Mais enigmática, Argonauta, de 1973, também faz uma crítica ao governo militar, mas é o tipo de obra cujo significado só se alcança após muito pensar ou depois de uma explicação. Na tela, um homem acorrentado e usando uma roupa de mergulho simboliza a falta de ar de quem não podia se expressar livremente naquela época.
— A pressão quando se mergulha nos fundos do mar é grande. Essa pressão tem relação com o que o artista sentia em 1973. A pequena e tênue mangueira é sua única ligação com a liberdade — define Werlang, um dos responsáveis pela criação da Bienal do Mercosul e colecionador de outros grandes artistas, como Iberê Camargo e Xico Stockinger.
Aos fundos do salão do museu ficam expostas 13 telas que integram a série Rua 57, a mais conhecida de Siron Franco. Em setembro de 1987, uma máquina abandonada de radioterapia foi inadvertidamente levada para uma residência na Rua 57, em um bairro popular no centro de Goiânia, onde foi desmontada para que suas peças fossem vendidas. A imprudência deu início a um rastro de contaminação pelo Césio-137, que, na forma de um pó azul brilhante, afetou centenas de pessoas.
Siron mergulhou no episódio produzindo uma série de pinturas que abordam o acidente por diferentes aspectos, engajamento que define como estratégico: ao denunciar problemas sociais em suas obras, consegue colocá-los novamente em discussão.

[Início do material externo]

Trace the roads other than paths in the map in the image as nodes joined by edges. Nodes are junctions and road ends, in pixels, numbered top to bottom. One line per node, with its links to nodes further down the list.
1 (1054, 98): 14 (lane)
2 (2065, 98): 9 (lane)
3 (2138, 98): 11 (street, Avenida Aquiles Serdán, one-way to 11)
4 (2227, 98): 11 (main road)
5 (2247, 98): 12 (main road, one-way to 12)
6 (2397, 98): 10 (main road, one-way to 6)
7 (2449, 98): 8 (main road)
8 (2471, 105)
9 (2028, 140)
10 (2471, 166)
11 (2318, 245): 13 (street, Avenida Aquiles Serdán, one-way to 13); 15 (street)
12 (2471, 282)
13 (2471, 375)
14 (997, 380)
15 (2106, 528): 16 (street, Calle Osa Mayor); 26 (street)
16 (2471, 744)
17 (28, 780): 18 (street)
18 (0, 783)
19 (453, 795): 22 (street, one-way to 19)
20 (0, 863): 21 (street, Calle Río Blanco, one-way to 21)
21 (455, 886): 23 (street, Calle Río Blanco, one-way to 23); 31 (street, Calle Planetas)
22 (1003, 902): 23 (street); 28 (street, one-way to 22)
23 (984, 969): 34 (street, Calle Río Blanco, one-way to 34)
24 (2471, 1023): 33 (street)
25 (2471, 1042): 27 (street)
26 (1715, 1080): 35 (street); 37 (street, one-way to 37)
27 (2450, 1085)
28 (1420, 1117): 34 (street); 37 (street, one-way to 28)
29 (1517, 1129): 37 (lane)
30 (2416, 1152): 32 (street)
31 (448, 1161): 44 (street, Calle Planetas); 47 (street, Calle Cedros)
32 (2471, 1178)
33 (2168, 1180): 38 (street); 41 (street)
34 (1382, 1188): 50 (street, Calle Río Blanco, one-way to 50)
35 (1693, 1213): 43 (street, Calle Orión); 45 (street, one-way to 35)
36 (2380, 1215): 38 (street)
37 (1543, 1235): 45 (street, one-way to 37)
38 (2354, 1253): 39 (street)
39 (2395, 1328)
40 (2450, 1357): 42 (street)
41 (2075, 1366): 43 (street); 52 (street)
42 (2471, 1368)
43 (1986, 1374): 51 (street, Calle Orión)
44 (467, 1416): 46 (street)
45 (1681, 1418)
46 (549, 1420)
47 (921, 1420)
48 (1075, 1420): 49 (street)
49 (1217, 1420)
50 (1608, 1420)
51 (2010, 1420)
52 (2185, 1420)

— Sempre tive um lado jornalístico. E o trabalho que eu fazia se completava quando chegava a imprensa. Porque tratava de assuntos que não importavam mais. E quando a imprensa chegava na minha exposição, colocava o assunto novamente em pauta. Foi uma estratégia que arrumei — admite.
Curador da exposição, o espanhol Gabriel Pérez-Barreiro define Siron Franco como o artista que rejeitou criar um estilo que pudesse ser reproduzido obra após obra. Como se, a cada trabalho, ele preferisse partir em uma nova busca de si mesmo.
— O Siron é um dos artistas mais importantes do século 20 no Brasil, que conseguiu uma liberdade até de si mesmo. Muitos artistas chegam a um estilo, algo que os identifica pelo que fazem. Mas chega uma hora que esse artista começa a fazer produtos. Já o Siron muda de linguagem sempre que seu trabalho dá certo, sempre que uma série começa a ser procurada, o que deixa todo mundo brabo. Ele teve a liberdade de falar: "Eu não quero ser vítima de mim mesmo". Não conheci pessoa mais livre do que o Siron — diz Pérez-Barreiro.
O artista resume a si mesmo:
— Sou aprendiz, e como aprendiz, não tenho compromisso com o que criei. Vou para todos os caminhos.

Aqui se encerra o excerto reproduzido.